══ RECORDS TO USE

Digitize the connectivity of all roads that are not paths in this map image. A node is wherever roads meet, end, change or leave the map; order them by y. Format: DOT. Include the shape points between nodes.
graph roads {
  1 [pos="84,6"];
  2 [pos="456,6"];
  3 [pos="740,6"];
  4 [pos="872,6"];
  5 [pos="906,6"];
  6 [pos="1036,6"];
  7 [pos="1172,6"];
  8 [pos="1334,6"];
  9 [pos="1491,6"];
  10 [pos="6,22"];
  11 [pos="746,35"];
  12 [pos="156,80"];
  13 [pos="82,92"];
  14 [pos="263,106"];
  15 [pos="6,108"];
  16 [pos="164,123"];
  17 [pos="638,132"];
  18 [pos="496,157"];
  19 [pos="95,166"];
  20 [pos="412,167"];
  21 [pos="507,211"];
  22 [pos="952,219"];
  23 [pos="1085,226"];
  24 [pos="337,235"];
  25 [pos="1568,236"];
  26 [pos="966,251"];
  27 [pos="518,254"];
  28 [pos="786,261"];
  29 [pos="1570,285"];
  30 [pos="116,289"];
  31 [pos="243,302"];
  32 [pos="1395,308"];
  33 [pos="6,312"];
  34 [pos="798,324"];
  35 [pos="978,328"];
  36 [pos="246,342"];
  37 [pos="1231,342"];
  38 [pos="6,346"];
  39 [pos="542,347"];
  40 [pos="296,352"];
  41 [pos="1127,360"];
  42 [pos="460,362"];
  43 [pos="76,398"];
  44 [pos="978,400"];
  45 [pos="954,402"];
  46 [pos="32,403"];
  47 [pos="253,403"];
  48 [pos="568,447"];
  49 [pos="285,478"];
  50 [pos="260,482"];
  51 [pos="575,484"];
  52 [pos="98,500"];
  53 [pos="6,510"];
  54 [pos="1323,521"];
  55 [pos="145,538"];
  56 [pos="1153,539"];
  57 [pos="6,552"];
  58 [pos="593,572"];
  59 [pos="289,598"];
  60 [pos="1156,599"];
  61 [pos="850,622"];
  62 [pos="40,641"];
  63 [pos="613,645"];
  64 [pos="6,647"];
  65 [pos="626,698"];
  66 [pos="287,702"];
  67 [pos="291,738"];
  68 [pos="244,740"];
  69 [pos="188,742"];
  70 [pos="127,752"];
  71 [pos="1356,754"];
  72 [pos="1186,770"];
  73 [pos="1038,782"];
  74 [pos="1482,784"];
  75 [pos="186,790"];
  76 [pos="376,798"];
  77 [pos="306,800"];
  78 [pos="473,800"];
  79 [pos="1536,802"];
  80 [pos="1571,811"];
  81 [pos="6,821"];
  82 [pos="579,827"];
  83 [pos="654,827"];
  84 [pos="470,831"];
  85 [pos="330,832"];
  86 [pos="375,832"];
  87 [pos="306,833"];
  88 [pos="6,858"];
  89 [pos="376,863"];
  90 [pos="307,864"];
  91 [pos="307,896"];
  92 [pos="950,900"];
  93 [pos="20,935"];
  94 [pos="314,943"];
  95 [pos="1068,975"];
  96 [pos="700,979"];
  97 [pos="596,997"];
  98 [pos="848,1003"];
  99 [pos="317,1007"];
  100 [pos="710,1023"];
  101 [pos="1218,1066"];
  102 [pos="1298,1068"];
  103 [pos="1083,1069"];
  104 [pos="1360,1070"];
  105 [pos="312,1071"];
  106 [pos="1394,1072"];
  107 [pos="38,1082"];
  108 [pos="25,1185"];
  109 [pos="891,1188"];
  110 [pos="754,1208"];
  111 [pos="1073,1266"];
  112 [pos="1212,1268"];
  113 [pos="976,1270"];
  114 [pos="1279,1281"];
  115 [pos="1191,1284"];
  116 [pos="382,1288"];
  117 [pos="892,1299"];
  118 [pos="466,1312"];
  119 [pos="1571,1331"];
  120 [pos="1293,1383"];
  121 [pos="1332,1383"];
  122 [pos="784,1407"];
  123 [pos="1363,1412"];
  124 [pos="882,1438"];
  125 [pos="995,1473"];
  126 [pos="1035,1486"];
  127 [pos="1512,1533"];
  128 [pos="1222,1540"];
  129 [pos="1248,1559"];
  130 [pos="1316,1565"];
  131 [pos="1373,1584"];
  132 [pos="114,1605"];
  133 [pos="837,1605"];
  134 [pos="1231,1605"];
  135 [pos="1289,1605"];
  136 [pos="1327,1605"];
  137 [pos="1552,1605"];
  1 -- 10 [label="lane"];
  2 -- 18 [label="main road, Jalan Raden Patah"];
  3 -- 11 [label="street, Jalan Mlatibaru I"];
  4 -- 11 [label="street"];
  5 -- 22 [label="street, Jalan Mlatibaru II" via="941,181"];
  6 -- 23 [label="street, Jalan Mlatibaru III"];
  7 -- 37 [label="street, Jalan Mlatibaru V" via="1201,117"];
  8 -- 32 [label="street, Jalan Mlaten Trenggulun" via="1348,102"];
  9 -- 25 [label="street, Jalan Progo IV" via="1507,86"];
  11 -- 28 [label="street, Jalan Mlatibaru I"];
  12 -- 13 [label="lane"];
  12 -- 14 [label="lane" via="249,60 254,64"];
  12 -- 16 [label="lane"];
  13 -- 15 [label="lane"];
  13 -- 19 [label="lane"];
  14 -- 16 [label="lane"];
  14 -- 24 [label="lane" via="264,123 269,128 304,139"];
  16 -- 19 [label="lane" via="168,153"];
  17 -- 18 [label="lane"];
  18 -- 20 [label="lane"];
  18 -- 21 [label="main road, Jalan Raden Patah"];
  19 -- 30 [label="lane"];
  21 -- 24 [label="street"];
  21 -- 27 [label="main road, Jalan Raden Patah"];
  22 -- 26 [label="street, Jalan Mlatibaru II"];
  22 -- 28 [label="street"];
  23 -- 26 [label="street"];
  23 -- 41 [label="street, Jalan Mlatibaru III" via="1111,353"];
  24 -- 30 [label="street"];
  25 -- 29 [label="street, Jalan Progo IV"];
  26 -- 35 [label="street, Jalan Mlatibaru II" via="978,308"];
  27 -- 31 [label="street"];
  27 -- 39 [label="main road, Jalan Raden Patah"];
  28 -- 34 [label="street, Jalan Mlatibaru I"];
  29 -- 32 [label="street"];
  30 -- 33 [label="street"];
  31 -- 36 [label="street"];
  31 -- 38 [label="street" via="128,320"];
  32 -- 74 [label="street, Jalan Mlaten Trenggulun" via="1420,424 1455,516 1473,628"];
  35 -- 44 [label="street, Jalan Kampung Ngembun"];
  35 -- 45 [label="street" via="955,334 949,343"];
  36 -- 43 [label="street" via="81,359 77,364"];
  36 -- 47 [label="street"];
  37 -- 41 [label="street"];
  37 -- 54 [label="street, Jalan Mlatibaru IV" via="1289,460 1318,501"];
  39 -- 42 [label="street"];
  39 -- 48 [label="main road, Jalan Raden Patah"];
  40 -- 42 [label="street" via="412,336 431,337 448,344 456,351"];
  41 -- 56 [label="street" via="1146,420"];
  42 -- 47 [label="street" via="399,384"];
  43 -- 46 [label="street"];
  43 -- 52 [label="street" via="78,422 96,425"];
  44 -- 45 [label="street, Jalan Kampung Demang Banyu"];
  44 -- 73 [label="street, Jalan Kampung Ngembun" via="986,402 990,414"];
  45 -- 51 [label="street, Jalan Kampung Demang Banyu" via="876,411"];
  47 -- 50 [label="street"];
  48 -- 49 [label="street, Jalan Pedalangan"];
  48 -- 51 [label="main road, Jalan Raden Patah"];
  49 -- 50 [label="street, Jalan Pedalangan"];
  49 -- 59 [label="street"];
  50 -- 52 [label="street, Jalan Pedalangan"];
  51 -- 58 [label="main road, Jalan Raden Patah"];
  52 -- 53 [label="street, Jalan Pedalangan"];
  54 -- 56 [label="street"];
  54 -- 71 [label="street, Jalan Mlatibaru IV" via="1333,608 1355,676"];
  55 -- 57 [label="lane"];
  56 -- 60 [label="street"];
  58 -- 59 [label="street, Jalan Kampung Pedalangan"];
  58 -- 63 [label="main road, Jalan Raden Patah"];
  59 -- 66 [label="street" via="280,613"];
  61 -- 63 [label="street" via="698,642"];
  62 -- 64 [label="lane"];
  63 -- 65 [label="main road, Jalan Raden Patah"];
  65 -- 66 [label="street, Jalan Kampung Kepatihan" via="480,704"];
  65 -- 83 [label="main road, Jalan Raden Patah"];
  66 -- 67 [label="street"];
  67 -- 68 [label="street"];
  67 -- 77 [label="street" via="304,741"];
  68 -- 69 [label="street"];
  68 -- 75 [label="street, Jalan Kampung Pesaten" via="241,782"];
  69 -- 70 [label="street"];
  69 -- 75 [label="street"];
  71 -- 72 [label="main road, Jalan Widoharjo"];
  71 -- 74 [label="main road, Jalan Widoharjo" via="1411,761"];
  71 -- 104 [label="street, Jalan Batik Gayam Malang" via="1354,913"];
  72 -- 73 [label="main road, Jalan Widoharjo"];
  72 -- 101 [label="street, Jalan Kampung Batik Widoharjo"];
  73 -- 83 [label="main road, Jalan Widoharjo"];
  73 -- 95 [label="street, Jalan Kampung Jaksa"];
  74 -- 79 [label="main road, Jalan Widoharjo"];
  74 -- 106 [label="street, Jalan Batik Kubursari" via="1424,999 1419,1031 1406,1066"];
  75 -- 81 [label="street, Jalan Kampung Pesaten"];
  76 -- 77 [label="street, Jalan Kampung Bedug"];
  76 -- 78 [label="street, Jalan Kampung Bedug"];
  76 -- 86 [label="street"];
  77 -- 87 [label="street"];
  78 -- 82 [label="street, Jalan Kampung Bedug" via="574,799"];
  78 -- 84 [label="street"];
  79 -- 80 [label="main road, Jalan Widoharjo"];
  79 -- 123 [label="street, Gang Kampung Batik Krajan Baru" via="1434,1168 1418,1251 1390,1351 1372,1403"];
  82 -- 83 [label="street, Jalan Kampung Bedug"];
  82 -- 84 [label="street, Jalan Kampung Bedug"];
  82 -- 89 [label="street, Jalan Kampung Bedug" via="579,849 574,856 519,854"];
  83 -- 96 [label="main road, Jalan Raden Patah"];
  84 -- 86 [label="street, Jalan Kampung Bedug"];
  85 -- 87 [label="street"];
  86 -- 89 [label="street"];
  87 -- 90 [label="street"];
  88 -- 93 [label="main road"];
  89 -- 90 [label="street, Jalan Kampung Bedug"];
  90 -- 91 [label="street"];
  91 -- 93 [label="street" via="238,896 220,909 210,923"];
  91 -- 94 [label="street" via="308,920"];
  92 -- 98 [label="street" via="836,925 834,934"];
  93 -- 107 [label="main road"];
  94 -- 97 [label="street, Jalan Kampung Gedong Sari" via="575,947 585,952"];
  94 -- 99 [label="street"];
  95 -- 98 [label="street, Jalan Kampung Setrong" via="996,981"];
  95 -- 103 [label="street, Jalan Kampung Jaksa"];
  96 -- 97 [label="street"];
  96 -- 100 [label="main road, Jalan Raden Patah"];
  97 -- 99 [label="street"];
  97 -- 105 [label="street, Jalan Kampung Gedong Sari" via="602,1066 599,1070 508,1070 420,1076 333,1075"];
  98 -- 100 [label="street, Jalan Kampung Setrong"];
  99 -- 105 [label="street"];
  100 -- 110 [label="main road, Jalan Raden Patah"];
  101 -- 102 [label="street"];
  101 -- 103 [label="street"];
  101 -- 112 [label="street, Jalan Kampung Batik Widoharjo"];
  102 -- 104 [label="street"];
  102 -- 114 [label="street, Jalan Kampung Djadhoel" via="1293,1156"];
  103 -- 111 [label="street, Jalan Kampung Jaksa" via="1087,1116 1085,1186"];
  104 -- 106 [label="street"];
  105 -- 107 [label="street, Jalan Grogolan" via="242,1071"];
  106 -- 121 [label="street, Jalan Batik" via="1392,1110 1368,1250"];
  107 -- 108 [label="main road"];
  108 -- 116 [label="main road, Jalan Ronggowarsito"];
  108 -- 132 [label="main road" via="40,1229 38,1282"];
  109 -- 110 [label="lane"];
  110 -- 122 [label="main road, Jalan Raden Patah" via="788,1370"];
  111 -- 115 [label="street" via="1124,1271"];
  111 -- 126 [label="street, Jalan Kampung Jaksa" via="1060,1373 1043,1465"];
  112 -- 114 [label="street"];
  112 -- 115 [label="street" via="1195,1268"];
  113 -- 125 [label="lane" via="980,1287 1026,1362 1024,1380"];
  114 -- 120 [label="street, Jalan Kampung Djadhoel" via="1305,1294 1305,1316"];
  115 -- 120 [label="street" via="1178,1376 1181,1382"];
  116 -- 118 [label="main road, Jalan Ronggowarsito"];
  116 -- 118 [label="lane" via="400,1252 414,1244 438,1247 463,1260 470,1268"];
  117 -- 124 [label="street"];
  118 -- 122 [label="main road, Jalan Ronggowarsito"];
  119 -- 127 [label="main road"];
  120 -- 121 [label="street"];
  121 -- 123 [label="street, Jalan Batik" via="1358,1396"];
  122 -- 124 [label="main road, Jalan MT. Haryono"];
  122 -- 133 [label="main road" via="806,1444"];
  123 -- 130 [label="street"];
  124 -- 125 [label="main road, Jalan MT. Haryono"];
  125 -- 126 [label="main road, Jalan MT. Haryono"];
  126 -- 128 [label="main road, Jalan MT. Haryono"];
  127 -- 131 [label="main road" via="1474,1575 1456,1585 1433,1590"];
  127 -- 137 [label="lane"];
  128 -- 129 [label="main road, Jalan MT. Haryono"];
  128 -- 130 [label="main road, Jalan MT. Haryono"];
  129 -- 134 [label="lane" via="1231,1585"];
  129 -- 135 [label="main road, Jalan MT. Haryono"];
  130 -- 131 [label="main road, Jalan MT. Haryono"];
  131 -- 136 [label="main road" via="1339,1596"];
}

════

The number of lines in the data that hold "Mlaten" must be the entire answer.

- **ANSWER SPACE**
2